Nous soutenons le pacte de responsabilité et la réorientation vers une politique de l’offre. Mais l’exécutif français déclare cibler les réductions de charges sur les bas salaires. Et ce pour réduire le chômage et relancer l’emploi… peu qualifié. Nous estimons que les futurs allègements devraient cibler des niveaux de salaires plus élevés, les métiers à forte valeur ajoutée, les emplois qualifiés.

Ces emplois créent de la valeur et renforcent l’attractivité du pays. De plus, relancer la compétitivité des entreprises générera mécaniquement des créations de postes moins qualifiés. Nous devons donc monter en gamme, attirer des talents dans des secteurs en croissance, dont le numérique, où la concurrence est âpre et mondiale.

Les entreprises doivent avoir les moyens de mieux rémunérer leurs collaborateurs qualifiés. Je milite pour une augmentation du plafond du Crédit d’impôt pour la compétitivité et l’emploi (CICE). Celui-ci est actuellement assis sur des rémunérations dont le montant n’excède pas 2,5 Smic, et concerne donc peu la filière IT. Nous proposons d’augmenter ce plafond à 3,5 Smic, comme le préconisait le rapport de Louis Gallois sur la compétitivité.

Le marché IT français devrait enregistrer une légère hausse de 1,1% en 2014, soit 2,5 points de moins que la croissance IT mondiale. Comment expliquez-vous ce décalage ?

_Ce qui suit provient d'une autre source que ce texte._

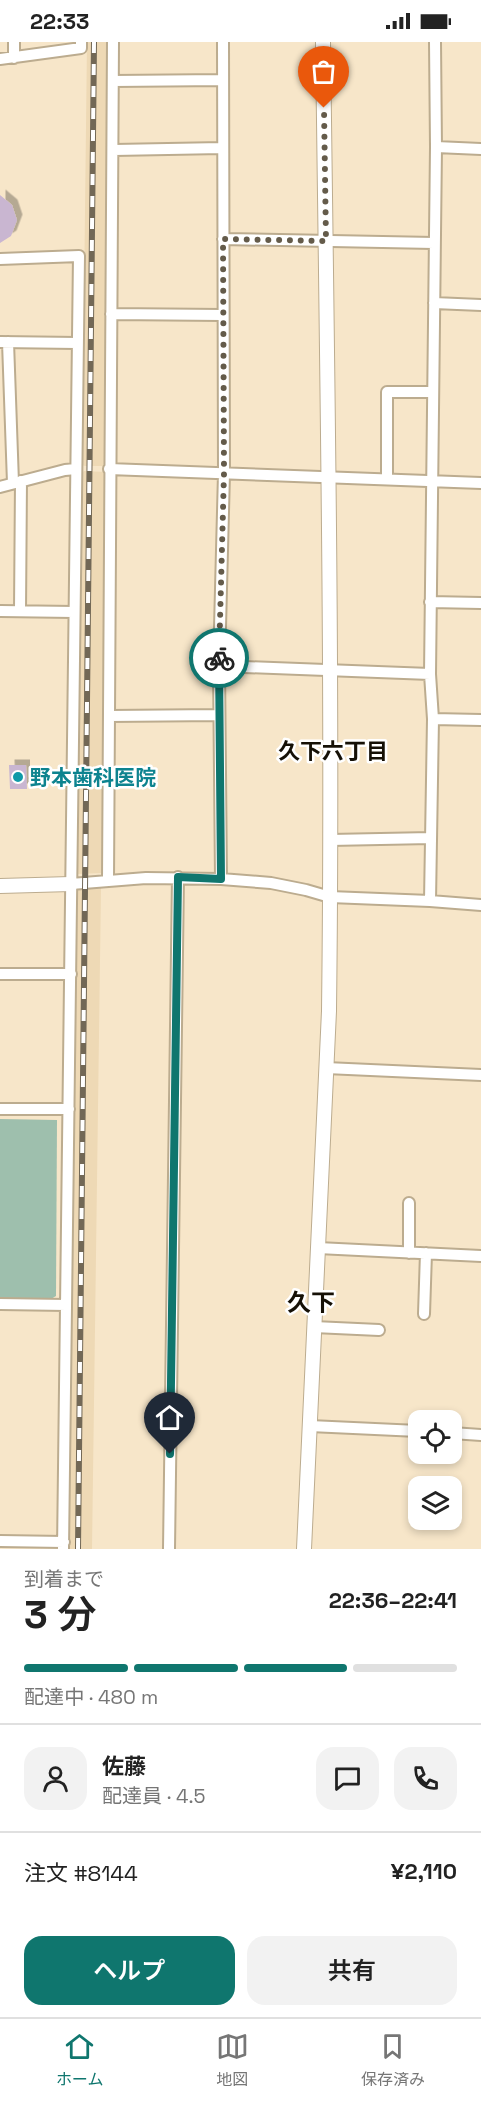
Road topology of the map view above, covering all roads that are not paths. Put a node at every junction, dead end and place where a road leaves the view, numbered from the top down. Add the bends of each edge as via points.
1 (14, 42) edge
2 (81, 42) edge
3 (113, 42) edge
4 (223, 42) edge
5 (323, 42) edge
6 (435, 42) edge
7 (14, 58) junction
8 (0, 59) edge
9 (223, 80) junction
10 (113, 81) junction
11 (436, 147) junction
12 (222, 148) junction
13 (481, 149) edge
14 (114, 150) junction
15 (223, 239) junction
16 (326, 241) junction
17 (434, 243) junction
18 (0, 259) edge
19 (434, 303) junction
20 (481, 305) edge
21 (111, 314) junction
22 (222, 315) junction
23 (4, 342) edge
24 (77, 343) junction
25 (432, 392) junction
26 (76, 469) junction
27 (109, 469) junction
28 (224, 473) junction
29 (329, 477) junction
30 (387, 479) junction
31 (431, 480) junction
32 (17, 482) junction
33 (481, 483) edge
34 (0, 486) edge
35 (430, 602) junction
36 (481, 603) edge
37 (0, 611) edge
38 (20, 611) junction
39 (75, 612) junction
40 (219, 666) junction
41 (330, 671) junction
42 (430, 674) junction
43 (219, 715) junction
44 (109, 716) junction
45 (433, 719) junction
46 (481, 720) edge
47 (431, 838) junction
48 (330, 840) junction
49 (178, 877) junction
50 (221, 879) junction
51 (108, 881) junction
52 (71, 884) junction
53 (0, 886) edge
54 (330, 897) junction
55 (430, 901) junction
56 (481, 904) edge
57 (0, 974) edge
58 (72, 974) junction
59 (326, 1068) junction
60 (481, 1075) edge
61 (0, 1109) edge
62 (69, 1109) junction
63 (409, 1203) dead end
64 (318, 1248) junction
65 (409, 1252) junction
66 (426, 1253) junction
67 (481, 1256) edge
68 (0, 1304) edge
69 (66, 1305) junction
70 (424, 1314) dead end
71 (314, 1327) junction
72 (379, 1330) dead end
73 (310, 1425) junction
74 (408, 1430) edge
75 (462, 1434) edge
76 (481, 1435) edge
77 (0, 1541) edge
78 (64, 1545) edge
79 (169, 1549) edge
80 (304, 1549) edge

1 - 7 street
2 - 7 street via 81,48
3 - 10 street
4 - 9 street
5 - 16 street
6 - 11 street
7 - 8 street
9 - 10 street
9 - 12 street
10 - 14 street
11 - 13 street
11 - 17 street
12 - 14 street
12 - 15 street
14 - 21 street
15 - 16 street
15 - 22 street
16 - 17 street
16 - 29 street
17 - 19 street
18 - 24 street via 79,256
19 - 20 street
19 - 25 street
21 - 22 street
21 - 27 street
22 - 28 street
23 - 24 street
23 - 32 street
24 - 26 street
25 - 30 street via 387,392
25 - 31 street
26 - 32 street
26 - 39 street
27 - 28 street
27 - 44 street
28 - 29 street
28 - 40 street
29 - 30 street
29 - 41 street
30 - 31 street
31 - 33 street
31 - 35 street
32 - 34 street
32 - 38 street
35 - 36 street
35 - 42 street
37 - 38 street
38 - 39 street
39 - 52 street
40 - 41 street
40 - 43 street
41 - 42 street
41 - 48 street
42 - 45 street
43 - 44 street
43 - 50 street
44 - 51 street
45 - 46 street
45 - 47 street
47 - 48 street
47 - 55 street
48 - 54 street
49 - 50 street
49 - 51 street
49 - 79 street
50 - 54 street via 271,883
51 - 52 street
52 - 53 street
52 - 58 street
54 - 55 street
54 - 59 street
55 - 56 street
57 - 58 street
58 - 62 street
59 - 60 street
59 - 64 street
61 - 62 street
62 - 69 street
63 - 65 street
64 - 65 street
64 - 71 street
65 - 66 street
66 - 67 street
66 - 70 street
68 - 69 street
69 - 78 street
71 - 72 street
71 - 73 street
73 - 74 street
73 - 80 street
75 - 76 street
77 - 78 street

Le redressement, que nous anticipions dès novembre 2013, et qui se confirme aujourd’hui, reste limité, malheureusement. En Europe, le constat est le suivant : seuls les pays du sud du continent font moins bien que la France. Pourquoi ? Parce que nos investissements et nos choix stratégiques ne sont pas à la hauteur des enjeux, à savoir : accompagner la transformation numérique du pays et accélérer la modernisation de l’État. J’insiste : pour ne pas être disqualifiés, nous devons gagner en compétitivité sur l’échiquier mondial.